Dans l'état d'être pur, comme dans le sommeil profond, la puissance d'éveil est au degré zéro. La puissance d'éveil, c'est la conscience, aussi appelé "désir", "vague", "vibration", etc.
Mais dans l'état de veille, cette même puissance, quoi que présente, est fragmentée. Dans l'état de veille, l'attention est dispersée, manifestée en une multitude de perceptions, d'images, de désirs, de souvenirs.
L'état d'éveil n'est donc ni l'état de sommeil profond, ni l'état de veille. Dans le premier, on a l'être, on est l'être, mais sans la conscience. Dans le second, on a la conscience, mais éclatée. Cette fragmentation "cache" l'être.
Il faut dont chercher la conscience unifiée de l'être : c'est l'état d'éveil. C'est le "moment", toujours présent mais "caché" par les distractions, où l'être se réalise, se goûte, se désire à plein, s'éprouve en son total.

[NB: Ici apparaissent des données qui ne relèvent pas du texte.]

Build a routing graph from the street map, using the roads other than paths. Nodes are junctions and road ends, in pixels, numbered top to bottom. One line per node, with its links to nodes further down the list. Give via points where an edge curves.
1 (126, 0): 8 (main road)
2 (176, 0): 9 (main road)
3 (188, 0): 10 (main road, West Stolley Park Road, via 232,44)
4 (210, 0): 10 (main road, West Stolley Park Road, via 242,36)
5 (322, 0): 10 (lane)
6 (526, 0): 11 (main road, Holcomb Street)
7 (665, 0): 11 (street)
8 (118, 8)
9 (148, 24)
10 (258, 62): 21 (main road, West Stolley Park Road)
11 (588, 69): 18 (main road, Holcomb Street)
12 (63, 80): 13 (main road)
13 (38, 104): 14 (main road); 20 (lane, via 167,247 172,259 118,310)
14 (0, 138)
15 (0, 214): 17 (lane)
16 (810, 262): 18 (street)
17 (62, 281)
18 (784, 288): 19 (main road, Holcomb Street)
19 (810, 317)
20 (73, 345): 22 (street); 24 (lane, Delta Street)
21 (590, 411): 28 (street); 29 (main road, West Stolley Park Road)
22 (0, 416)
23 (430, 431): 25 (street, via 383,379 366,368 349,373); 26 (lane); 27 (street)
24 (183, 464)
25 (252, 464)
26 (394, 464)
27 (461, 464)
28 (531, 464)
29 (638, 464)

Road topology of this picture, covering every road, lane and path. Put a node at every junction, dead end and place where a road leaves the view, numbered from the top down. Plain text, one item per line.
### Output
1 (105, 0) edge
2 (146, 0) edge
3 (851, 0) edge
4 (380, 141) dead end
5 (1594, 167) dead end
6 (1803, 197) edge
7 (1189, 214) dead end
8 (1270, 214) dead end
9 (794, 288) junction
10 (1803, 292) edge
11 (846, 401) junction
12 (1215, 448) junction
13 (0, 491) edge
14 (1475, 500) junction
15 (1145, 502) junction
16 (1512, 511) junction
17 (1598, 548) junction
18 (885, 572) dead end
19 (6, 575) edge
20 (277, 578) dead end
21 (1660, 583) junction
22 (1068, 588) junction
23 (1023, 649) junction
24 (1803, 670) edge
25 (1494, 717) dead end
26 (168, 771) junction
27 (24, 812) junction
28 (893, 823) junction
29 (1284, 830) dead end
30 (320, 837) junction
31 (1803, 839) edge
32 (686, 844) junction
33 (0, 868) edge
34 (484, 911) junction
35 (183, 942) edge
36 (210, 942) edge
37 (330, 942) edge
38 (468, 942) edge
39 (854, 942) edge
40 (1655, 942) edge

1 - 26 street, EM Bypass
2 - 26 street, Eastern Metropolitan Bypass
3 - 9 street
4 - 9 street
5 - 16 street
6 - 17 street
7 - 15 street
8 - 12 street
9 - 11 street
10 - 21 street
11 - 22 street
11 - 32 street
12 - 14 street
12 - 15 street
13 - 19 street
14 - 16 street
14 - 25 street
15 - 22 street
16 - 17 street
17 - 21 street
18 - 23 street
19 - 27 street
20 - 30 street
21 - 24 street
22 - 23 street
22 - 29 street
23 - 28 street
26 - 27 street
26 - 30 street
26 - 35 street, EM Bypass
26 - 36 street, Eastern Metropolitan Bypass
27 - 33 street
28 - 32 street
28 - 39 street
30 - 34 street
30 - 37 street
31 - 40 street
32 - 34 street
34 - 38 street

C'est cet état d'éveil que célèbre ce verset, cité par Râma dans son commentaire au poème de la vibration :
'Ô Déesse ! Mère !Tu es nommée 'éveil', et autres
quand tu es à l'état de puissance,
qui est un état de subtile dilatation. »
L'éveil est aussi appelé "éclosion" (unmesha). C'est, par exemple, quand je suis plongé dans une pensée, dans une tâche, comme celle d'écrire, et que soudain ce fil est rompu. Une porte claque, le téléphone sonne, un chien aboie. Entre la pensée dans laquelle j'étai plongé et l'apparition de la pensée suivante, il y a une "éclosion" de pure présence. C'est l'état d'éveil qu'il faut reconnaître par soi-même. Nul ne peut le vivre à notre place et, sans cette expérience, il n'y a pas d'éveil spirituel. C'est l'état de puissance (shakti), d'expansion perpétuelle (brahman). En vérité, c'est l'état naturel de l'être. Mais il est d'ordinaire recouvert par les ténèbres (surtout durant le sommeil profond) ou par les distractions (surtout dans l'état de veille). Alors que, dans cet intervalle, il est nu. C'est le moment de l'éveil.